"Total Football" is the label for an influential theory of tactical association football in which any player can take over the role of any other player in the team. It was pioneered by Dutch football club Ajax Amsterdam.
In Total Football, a player who moves out of his position is replaced by another from his team, thus retaining the team's intended organizational structure. In this fluid system, no player is fixed in his nominal role; anyone can be successively an attacker, a midfielder and a defender.
Total Football's tactical success depends largely on the adaptability of each footballer within the team, in particular their ability to quickly change positions depending on the situation. The theory requires players to be comfortable in multiple positions, hence it puts high technical and physical demands on them.
Rinus Michels, who played under Reynolds, later went on to become manager of Ajax himself and refined the concept into what is known today as "Total Football" (Totaalvoetbal in Dutch), using it in his training for the Ajax squad and the Netherlands national team in the 1970s. It was further refined by Stefan Kovacs after Michels left for FC Barcelona. Dutch forward Johan Cruyff was the system's most famous exponent.
Although Cruyff was fielded as centre forward, he wandered all over the pitch, popping up wherever he could do most damage to the opposing team. This resulted in a need for a dynamic system like Total Football. Cruyff's teammates adapted themselves flexibly around his movements, regularly switching positions so that the tactical roles in the team were always filled.
Space and the creation of it were central to the concept of Total Football. Ajax defender Barry Hulshoff explained how the team that won the European Cup in 1971, 1972 and 1973 worked it to their advantage: "We discussed space the whole time. Johan Cruyff always talked about where people should run and where they should stand, and when they should not move."
The constant switching of positions that became known as Total Football only came about because of this spatial awareness. "It was about making space, coming into space, and organizing space-like architecture on the football pitch," said Hulshoff. The system developed organically and collaboratively: it was not down to coach Rinus Michels, his successor Stefan Kovacs or Cruyff alone. Cruyff summed up his (Total Football) philosophy: "Simple football is the most beautiful. But playing simple football is the hardest thing." The 1972 European Cup final proved to be Total Football's finest hour. After Ajax's 2:0 victory over Inter Milan, newspapers around Europe reported the "death of Catenaccio and triumph of Total Football". The Dutch newspaper Algemeen Dagblad declared: "The Inter system undermined. Defensive football is destroyed."

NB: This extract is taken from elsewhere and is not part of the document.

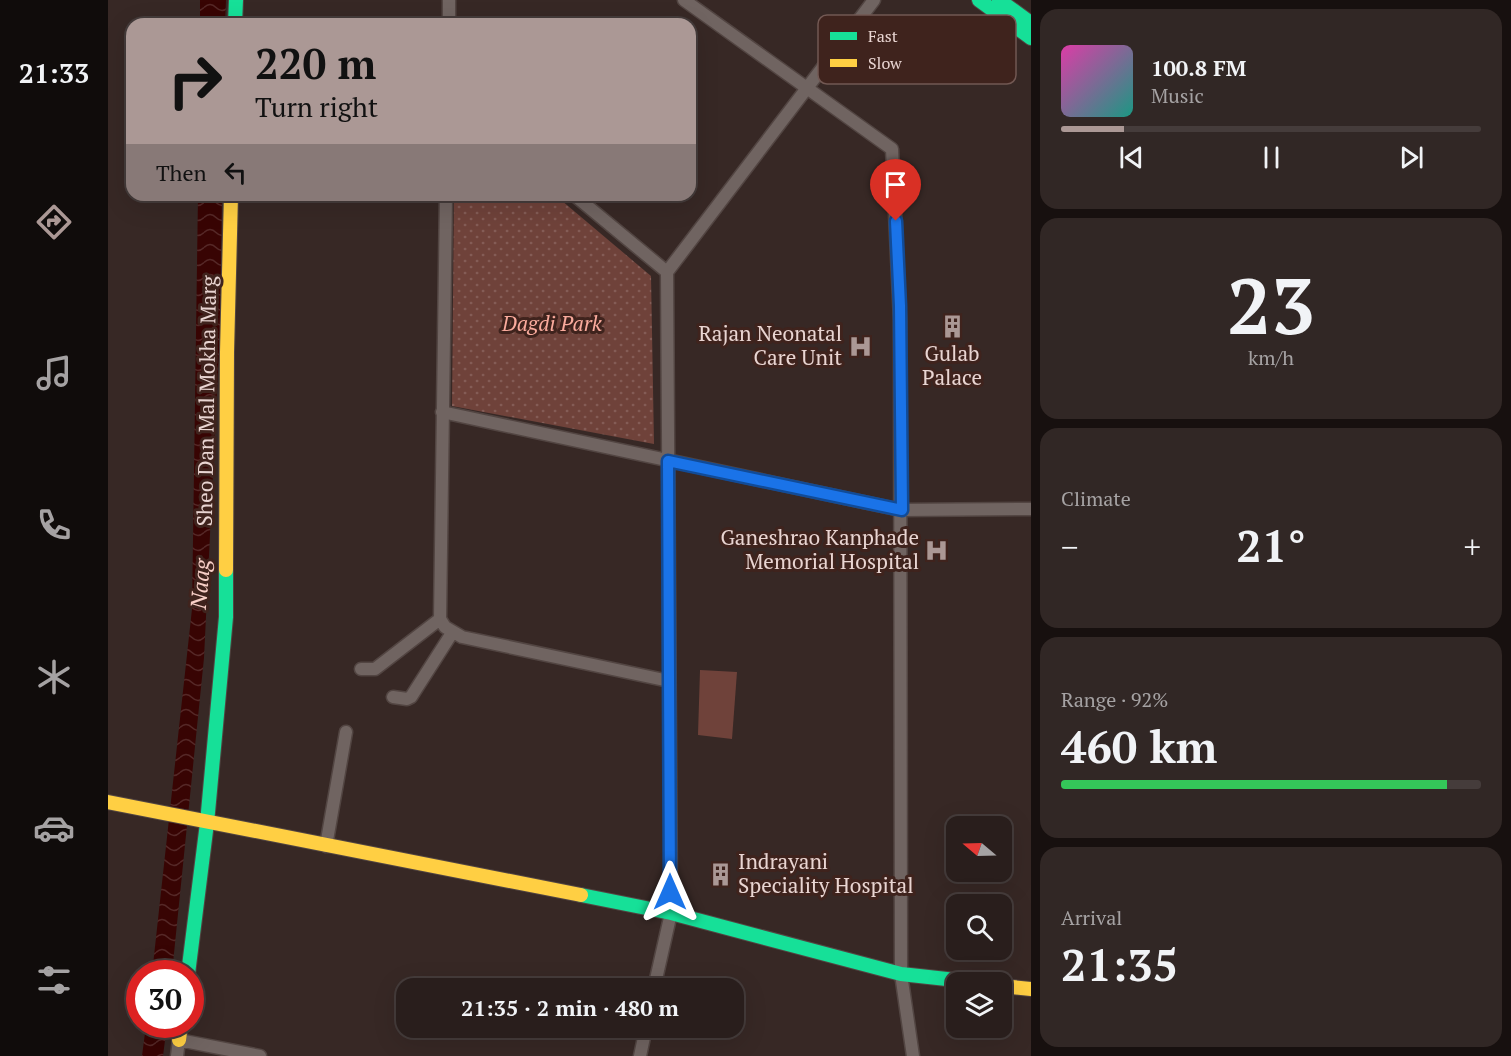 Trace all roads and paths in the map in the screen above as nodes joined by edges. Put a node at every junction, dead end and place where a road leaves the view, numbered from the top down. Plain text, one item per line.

Michels was appointed for the 1974 FIFA World Cup campaign by the KNVB. Most of the 1974 team were made up of players from Ajax and Feyenoord. However, Rob Rensenbrink was an outsider, having played for clubs in neighboring Belgium, and was unfamiliar with Total Football, although he was selected and adapted well. During the tournament, the Netherlands coasted through their first and second round matches, defeating Argentina (4-0), East Germany (2-0) and Brazil (2-0) to setup a meeting with hosts West Germany.
In the 1974 final, Cruyff kicked off and the ball was passed around the Oranje thirteen times before returning to Cruyff, who then went on a rush that eluded Berti Vogts and ended when he was fouled by Uli Hoeneß inside the box. Teammate Johan Neeskens scored from the spot kick to give the Netherlands a 1-0 lead with 80 seconds of play elapsed, and the Germans had not even touched the ball. Cruyff's playmaking influence was stifled in the second half of the match by the effective marking of Berti Vogts, while Franz Beckenbauer, Uli Hoeneß and Wolfgang Overath dominated midfield, enabling West Germany to win 2-1.
The ill-fated Austrian "Wunderteam" of the 1930s is also credited in some circles as being the first national team to play Total Football. It is no coincidence that Ernst Happel, a talented Austrian player in the 1940s and 1950s, was coach in the Netherlands in the late 1960s and early 1970s. He introduced a tougher style of play at ADO and Feyenoord. Happel managed the Netherlands national team in the 1978 World Cup, where they again finished as runners-up.